* What is being asked:
Repeat each line of the data below exactly, but skip the pictures.

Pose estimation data
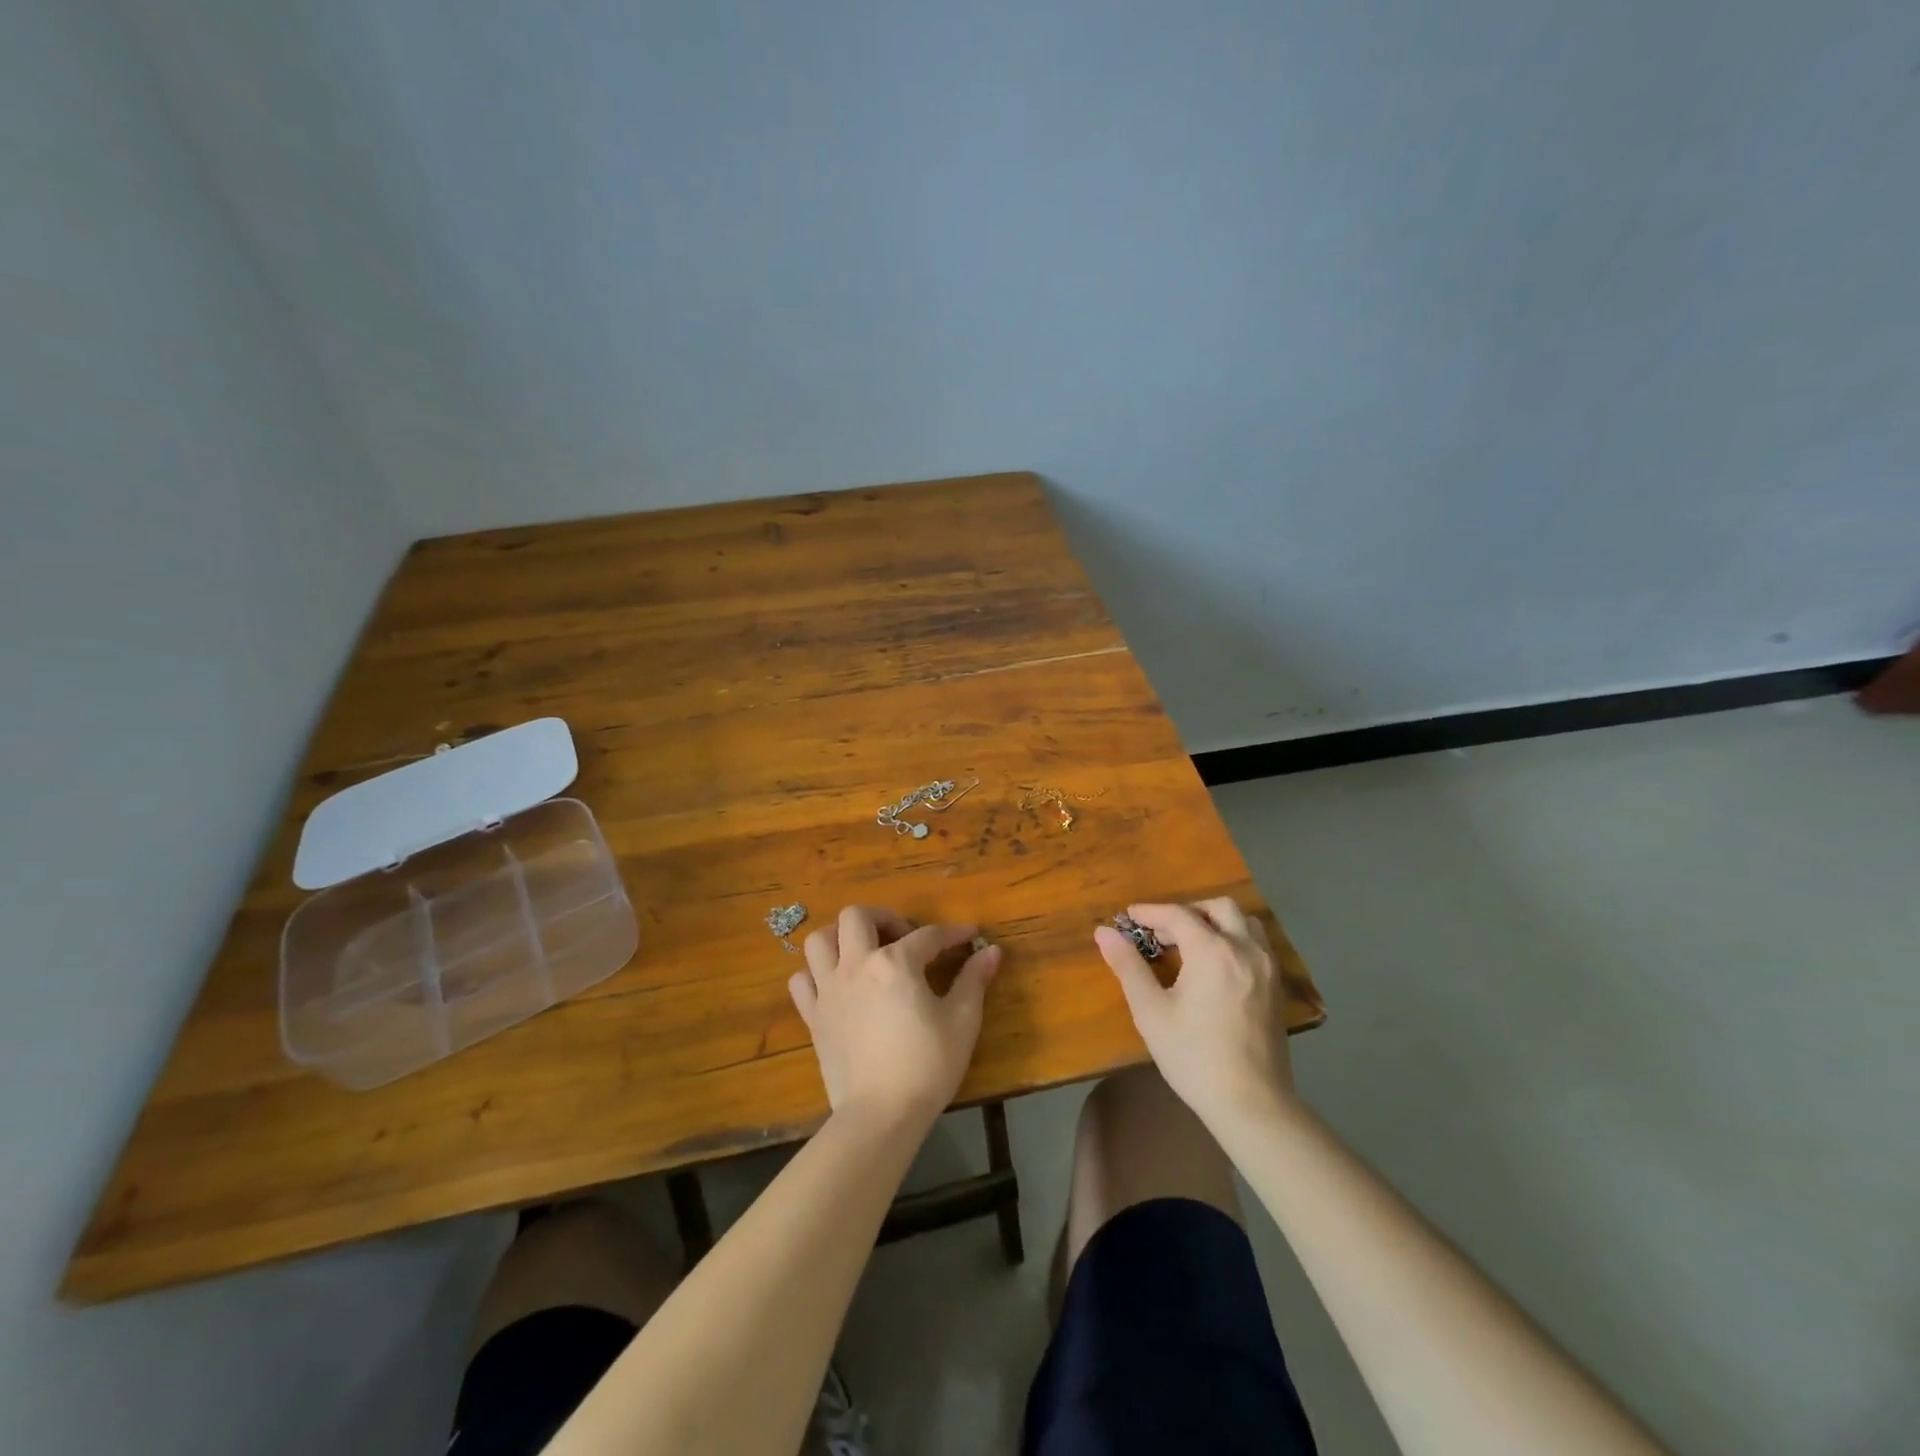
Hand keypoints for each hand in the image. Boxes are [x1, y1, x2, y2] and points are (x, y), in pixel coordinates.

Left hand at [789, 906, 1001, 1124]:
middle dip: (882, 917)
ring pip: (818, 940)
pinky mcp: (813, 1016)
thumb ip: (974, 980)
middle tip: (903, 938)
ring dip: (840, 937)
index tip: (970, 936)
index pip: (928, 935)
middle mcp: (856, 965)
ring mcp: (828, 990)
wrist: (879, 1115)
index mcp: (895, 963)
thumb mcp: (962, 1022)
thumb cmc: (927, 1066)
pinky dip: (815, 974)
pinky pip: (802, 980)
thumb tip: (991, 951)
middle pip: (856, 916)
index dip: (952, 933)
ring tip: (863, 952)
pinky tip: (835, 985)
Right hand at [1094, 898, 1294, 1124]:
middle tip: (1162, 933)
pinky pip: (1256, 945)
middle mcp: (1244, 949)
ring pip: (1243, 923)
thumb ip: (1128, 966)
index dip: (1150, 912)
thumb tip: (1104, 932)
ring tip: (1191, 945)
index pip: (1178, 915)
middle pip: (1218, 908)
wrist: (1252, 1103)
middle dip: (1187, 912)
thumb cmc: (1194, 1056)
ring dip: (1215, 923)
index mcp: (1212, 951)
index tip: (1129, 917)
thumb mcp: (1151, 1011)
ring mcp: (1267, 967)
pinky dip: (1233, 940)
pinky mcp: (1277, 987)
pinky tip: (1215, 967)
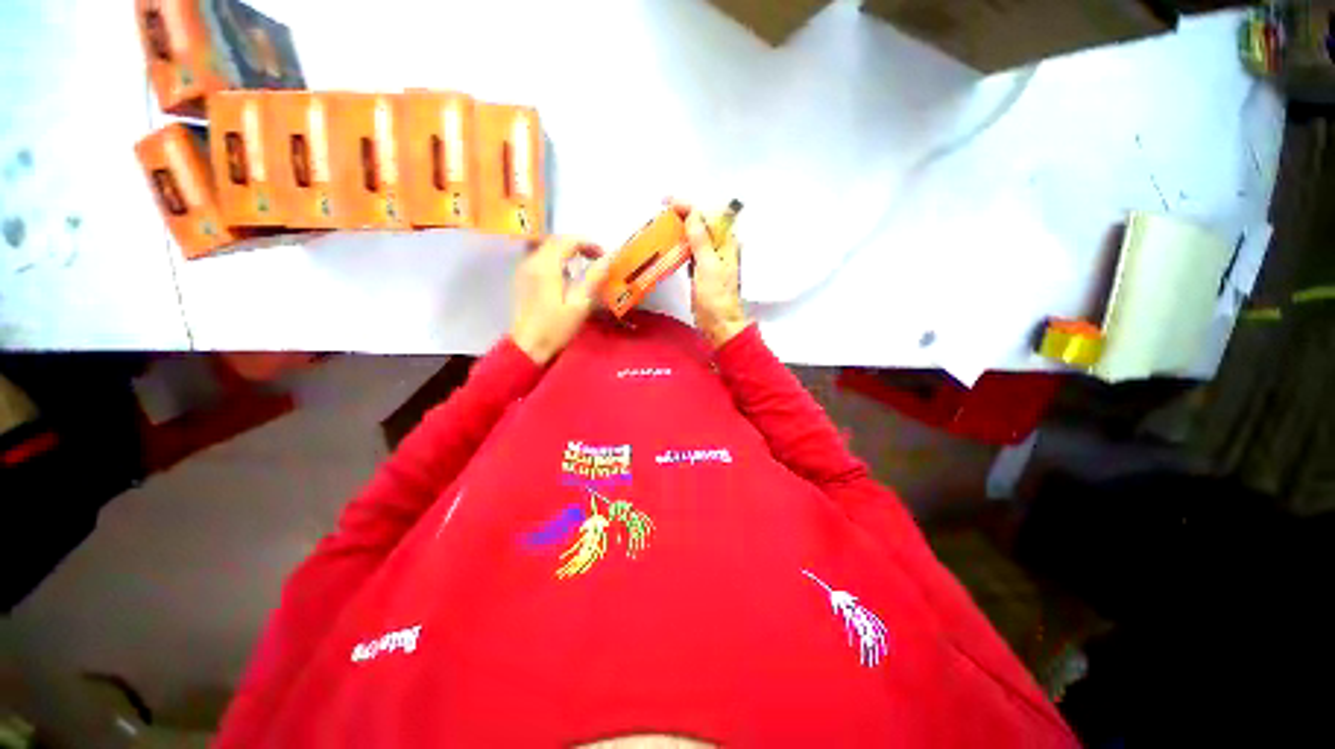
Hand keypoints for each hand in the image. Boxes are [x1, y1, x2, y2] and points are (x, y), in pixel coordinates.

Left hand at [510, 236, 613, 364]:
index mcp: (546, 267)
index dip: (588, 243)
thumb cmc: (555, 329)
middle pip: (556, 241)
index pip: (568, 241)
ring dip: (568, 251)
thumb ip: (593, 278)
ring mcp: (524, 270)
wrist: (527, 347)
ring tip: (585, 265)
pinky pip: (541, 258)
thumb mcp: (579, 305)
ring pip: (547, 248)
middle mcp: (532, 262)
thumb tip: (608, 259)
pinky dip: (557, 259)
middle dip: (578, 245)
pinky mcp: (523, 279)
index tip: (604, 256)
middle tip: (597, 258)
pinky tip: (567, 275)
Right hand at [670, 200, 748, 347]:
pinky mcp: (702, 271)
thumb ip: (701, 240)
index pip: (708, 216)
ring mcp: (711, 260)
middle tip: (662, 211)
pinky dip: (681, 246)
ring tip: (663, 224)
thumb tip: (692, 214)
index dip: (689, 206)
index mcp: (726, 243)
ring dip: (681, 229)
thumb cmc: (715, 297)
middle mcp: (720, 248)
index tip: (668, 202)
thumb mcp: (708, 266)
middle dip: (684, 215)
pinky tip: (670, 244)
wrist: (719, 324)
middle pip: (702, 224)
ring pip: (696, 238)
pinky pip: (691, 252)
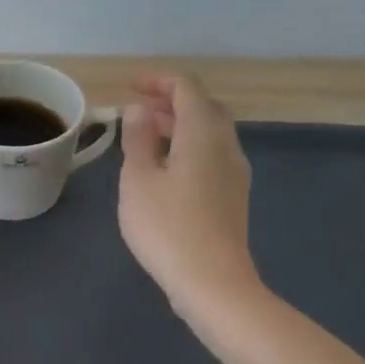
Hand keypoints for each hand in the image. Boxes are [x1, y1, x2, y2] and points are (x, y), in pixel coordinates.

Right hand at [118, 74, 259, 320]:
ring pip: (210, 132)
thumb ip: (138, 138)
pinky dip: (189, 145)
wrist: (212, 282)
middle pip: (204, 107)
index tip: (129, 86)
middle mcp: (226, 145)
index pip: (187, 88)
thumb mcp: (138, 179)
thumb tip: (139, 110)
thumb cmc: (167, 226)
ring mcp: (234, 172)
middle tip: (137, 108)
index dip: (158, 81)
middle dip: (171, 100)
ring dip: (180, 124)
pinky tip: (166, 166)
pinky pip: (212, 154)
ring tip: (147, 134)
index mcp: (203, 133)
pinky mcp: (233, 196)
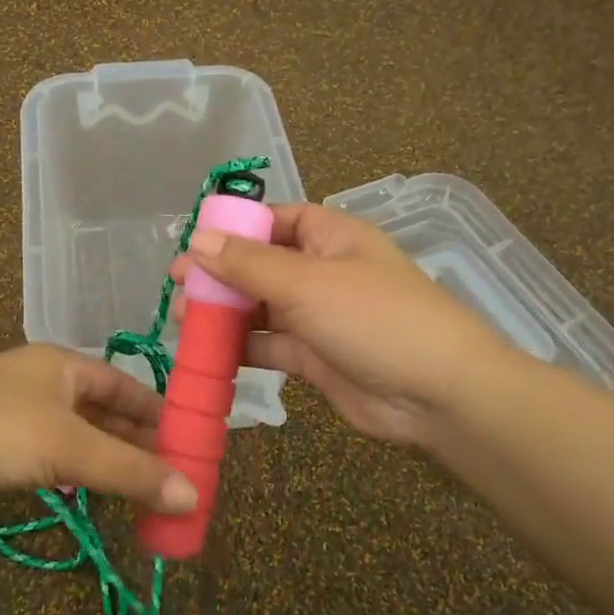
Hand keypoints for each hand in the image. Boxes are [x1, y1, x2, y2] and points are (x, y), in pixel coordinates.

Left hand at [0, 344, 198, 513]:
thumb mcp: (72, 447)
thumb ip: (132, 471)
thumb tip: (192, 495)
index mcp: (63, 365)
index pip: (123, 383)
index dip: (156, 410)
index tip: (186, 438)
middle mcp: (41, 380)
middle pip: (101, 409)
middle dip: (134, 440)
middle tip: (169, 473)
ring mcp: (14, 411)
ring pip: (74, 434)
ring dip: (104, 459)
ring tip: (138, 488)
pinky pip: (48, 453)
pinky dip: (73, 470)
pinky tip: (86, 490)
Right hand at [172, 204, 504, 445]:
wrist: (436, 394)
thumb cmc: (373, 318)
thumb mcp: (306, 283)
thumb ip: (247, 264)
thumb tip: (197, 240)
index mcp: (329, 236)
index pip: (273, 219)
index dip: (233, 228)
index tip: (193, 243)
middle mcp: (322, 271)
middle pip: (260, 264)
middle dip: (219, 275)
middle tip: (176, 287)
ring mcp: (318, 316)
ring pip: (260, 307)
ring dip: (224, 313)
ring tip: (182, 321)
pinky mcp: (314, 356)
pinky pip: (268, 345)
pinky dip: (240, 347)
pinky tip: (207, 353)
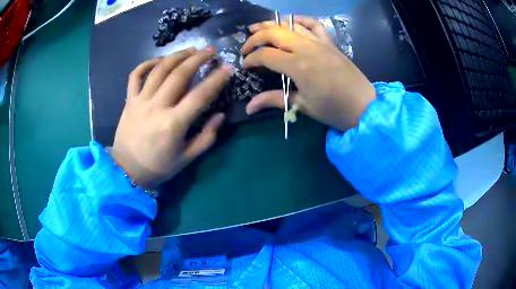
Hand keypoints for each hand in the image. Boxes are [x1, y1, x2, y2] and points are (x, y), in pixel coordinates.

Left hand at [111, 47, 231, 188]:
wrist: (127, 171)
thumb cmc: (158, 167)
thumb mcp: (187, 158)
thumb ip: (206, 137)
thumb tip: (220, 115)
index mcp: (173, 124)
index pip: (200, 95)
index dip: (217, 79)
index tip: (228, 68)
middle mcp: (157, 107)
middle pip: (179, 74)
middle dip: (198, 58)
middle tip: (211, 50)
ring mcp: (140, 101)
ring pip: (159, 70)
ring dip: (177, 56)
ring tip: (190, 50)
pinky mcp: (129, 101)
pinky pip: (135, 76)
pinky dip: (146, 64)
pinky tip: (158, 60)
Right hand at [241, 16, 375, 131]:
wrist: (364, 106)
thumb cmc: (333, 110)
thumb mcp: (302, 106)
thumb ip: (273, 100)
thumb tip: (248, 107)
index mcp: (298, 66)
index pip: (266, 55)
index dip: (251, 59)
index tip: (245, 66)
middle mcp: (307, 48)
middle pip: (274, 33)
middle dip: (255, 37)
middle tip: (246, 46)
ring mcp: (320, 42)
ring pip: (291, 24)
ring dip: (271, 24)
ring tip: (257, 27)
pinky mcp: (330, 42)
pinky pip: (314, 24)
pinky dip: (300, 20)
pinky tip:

* Written answer:
Hand keypoints for each hand in the image. Boxes are [x1, y1, x2, y2] and points are (x, y), in pixel coordinates.

Left hand at [789, 906, 1001, 1124]:
middle dip: (882, 917)
ring pip: (818, 940)
pinky mcp: (813, 1016)
thumb ip: (974, 980)
middle tip: (903, 938)
ring dip: (840, 937)
index tip: (970, 936)
index pip: (928, 935)
middle mcp: (856, 965)
ring mcp: (828, 990)
wrist: (879, 1115)
index mcp: (895, 963)
thumb mcp: (962, 1022)
thumb cmc: (927, 1066)
pinky dip: (815, 974)
pinky pip: (802, 980)
thumb tip: (991, 951)
middle pip: (856, 916)
index dip: (952, 933)
ring tip: (863, 952)
pinky tip: (835, 985)
Right hand at [1094, 898, 1294, 1124]:
middle tip: (1162, 933)
pinky pip: (1256, 945)
middle mcp: (1244, 949)
ring pip: (1243, 923)
thumb ip: (1128, 966)
index dip: (1150, 912)
thumb tip: (1104, 932)
ring tip: (1191, 945)
index pip: (1178, 915)
middle pip: (1218, 908)
wrist: (1252, 1103)
middle dip: (1187, 912)
thumb cmc: (1194, 1056)
ring dip: (1215, 923)
index mcp: (1212, 951)
index tip: (1129, 917)
thumb mcp: (1151, 1011)
ring mcp: (1267, 967)
pinky dip: (1233, 940)
pinky mcp: (1277, 987)
pinky tip: (1215, 967)
Hand keypoints for each hand in the image. Boxes are [x1, y1, x2, y2] and points are (x, y), in pixel coordinates.

Left hand at [510, 236, 613, 364]:
index mcp: (546, 267)
index dip: (588, 243)
thumb cmc: (555, 329)
middle pip: (556, 241)
index pip: (568, 241)
ring dip: (568, 251)
thumb ip: (593, 278)
ring mcp: (524, 270)
wrist: (527, 347)
ring tip: (585, 265)
pinky pip: (541, 258)
thumb mcp: (579, 305)
ring pip: (547, 248)
middle mcp: (532, 262)
thumb tip: (608, 259)
pinky dip: (557, 259)
middle dip: (578, 245)
pinky mcp: (523, 279)
index tip: (604, 256)
middle tip: (597, 258)
pinky tip: (567, 275)
Right hand at [670, 200, 748, 347]:
pinky mcp: (702, 271)
thumb ip: (701, 240)
index pip: (708, 216)
ring mcp: (711, 260)
middle tip: (662, 211)
pinky dip: (681, 246)
ring tip: (663, 224)
thumb tip: (692, 214)
index dip: (689, 206)
index mcp: (726, 243)
ring dip: (681, 229)
thumb cmc: (715, 297)
middle mcp: (720, 248)
index tip: (668, 202)
thumb mcp: (708, 266)
middle dip: (684, 215)
pinky tip: (670, 244)
wrist: (719, 324)
middle pip: (702, 224)
ring pip: (696, 238)
pinky pip: (691, 252)
Hand keypoints for each hand in the image. Boxes are [x1, y1, x2, y2] and points are (x, y), in pixel coordinates.

Right hand at [118, 74, 259, 320]:
ring pip: (210, 132)
thumb ip: (138, 138)
pinky dip: (189, 145)
wrist: (212, 282)
middle pip: (204, 107)
index tip: (129, 86)
middle mcp: (226, 145)
index pip: (187, 88)
thumb mcp: (138, 179)
thumb tip: (139, 110)
thumb cmc: (167, 226)
ring mcp: (234, 172)
middle tip: (137, 108)
index dip: (158, 81)
middle dip: (171, 100)
ring dip: (180, 124)
pinky tip: (166, 166)
pinky pip: (212, 154)
ring tip: (147, 134)
index mcp: (203, 133)
pinky mcp: (233, 196)
Hand keypoints for each hand in the image. Boxes are [x1, y1, x2, y2] and points are (x, y), in pixel coordinates.

Left hand at [0, 344, 198, 513]:
thumb mcp: (72, 447)
thumb ip: (132, 471)
thumb tip: (192, 495)
index mcp: (63, 365)
index pip: (123, 383)
index dip: (156, 410)
index tip: (186, 438)
middle mcp: (41, 380)
middle pip: (101, 409)
middle dip: (134, 440)
middle tip: (169, 473)
ring mcp: (14, 411)
ring pip: (74, 434)
ring dip: (104, 459)
ring tip: (138, 488)
pinky pip: (48, 453)
pinky dip: (73, 470)
pinky tip: (86, 490)
Right hand at [172, 204, 504, 445]:
wrist: (436, 394)
thumb cmc: (373, 318)
thumb mcp: (306, 283)
thumb ip: (247, 264)
thumb tip: (197, 240)
index mcp: (329, 236)
index pip: (273, 219)
index dip: (233, 228)
index tip: (193, 243)
middle mcp: (322, 271)
middle pip: (260, 264)
middle dip: (219, 275)
middle tip: (176, 287)
ring mcp: (318, 316)
ring pip: (260, 307)
ring dip: (224, 313)
ring tip: (182, 321)
pinky mcp: (314, 356)
pinky pip: (268, 345)
pinky dip: (240, 347)
pinky tip: (207, 353)
Hand keypoints for each hand in the image. Boxes are [x1, y1, x2, y2] and points are (x, y), in pixel coordinates.

Left hand at [111, 47, 231, 188]:
wrist: (127, 171)
thumb cmc: (158, 167)
thumb mcp: (187, 158)
thumb ip: (206, 137)
thumb tip: (220, 115)
index mcp: (173, 124)
index pip: (200, 95)
index dip: (217, 79)
index tip: (228, 68)
middle mcp: (157, 107)
middle pip: (179, 74)
middle dip: (198, 58)
middle tip: (211, 50)
ring mcp: (140, 101)
ring pip: (159, 70)
ring dip: (177, 56)
ring tip: (190, 50)
pinky mcp: (129, 101)
pinky pip: (135, 76)
pinky dip: (146, 64)
pinky tip: (158, 60)
Right hand at [241, 16, 375, 131]:
wrist: (364, 106)
thumb cmc: (333, 110)
thumb mcp: (302, 106)
thumb ip: (273, 100)
thumb tip: (248, 107)
index mcp: (298, 66)
index pip: (266, 55)
index dip: (251, 59)
index tip: (245, 66)
middle mcp: (307, 48)
middle pip: (274, 33)
middle dip: (255, 37)
middle tip: (246, 46)
ring mcp: (320, 42)
ring pip: (291, 24)
ring dip: (271, 24)
ring tip: (257, 27)
pinky mcp: (330, 42)
pinky pip: (314, 24)
pinky dip: (300, 20)
pinky tip:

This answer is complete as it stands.